_TASK DETAILS_: Set down all of the entries exactly, leaving nothing out.

___ RECORDS TO PROCESS ___

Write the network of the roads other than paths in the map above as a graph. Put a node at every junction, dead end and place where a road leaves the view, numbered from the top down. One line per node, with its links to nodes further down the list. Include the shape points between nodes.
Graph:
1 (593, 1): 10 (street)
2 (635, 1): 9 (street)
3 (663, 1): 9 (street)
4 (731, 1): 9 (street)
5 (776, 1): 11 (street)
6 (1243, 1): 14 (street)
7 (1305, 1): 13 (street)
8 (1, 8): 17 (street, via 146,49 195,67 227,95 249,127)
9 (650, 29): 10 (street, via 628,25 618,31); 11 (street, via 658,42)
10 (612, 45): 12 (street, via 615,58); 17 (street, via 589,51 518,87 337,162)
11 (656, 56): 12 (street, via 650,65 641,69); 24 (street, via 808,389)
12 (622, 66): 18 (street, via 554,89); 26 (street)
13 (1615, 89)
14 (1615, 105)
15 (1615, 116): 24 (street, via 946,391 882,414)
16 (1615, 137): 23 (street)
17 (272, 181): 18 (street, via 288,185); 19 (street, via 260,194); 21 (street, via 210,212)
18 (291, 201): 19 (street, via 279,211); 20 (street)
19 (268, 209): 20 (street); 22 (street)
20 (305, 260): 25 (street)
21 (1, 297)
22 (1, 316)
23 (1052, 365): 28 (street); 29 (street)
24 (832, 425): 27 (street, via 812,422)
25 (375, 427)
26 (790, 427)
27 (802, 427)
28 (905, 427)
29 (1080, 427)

___

_EXPECTED ANSWER_:
Write the network of the roads other than paths in the map above as a graph. Put a node at every junction, dead end and place where a road leaves the view, numbered from the top down. One line per node, with its links to nodes further down the list. Include the shape points between nodes.
Graph:
1 (593, 1): 10 (street)
2 (635, 1): 9 (street)
3 (663, 1): 9 (street)
4 (731, 1): 9 (street)
5 (776, 1): 11 (street)
6 (1243, 1): 14 (street)
7 (1305, 1): 13 (street)
8 (1, 8): 17 (street, via 146,49 195,67 227,95 249,127)
9 (650, 29): 10 (street, via 628,25 618,31); 11 (street, via 658,42)
10 (612, 45): 12 (street, via 615,58); 17 (street, via 589,51 518,87 337,162)
11 (656, 56): 12 (street, via 650,65 641,69); 24 (street, via 808,389)
12 (622, 66): 18 (street, via 554,89); 26 (street)
13 (1615, 89)
14 (1615, 105)
15 (1615, 116): 24 (street, via 946,391 882,414)
16 (1615, 137): 23 (street)
17 (272, 181): 18 (street, via 288,185); 19 (street, via 260,194); 21 (street, via 210,212)
18 (291, 201): 19 (street, via 279,211); 20 (street)
19 (268, 209): 20 (street); 22 (street)
20 (305, 260): 25 (street)
21 (1, 297)
22 (1, 316)
23 (1052, 365): 28 (street); 29 (street)
24 (832, 425): 27 (street, via 812,422)
25 (375, 427)
26 (790, 427)
27 (802, 427)
28 (905, 427)
29 (1080, 427)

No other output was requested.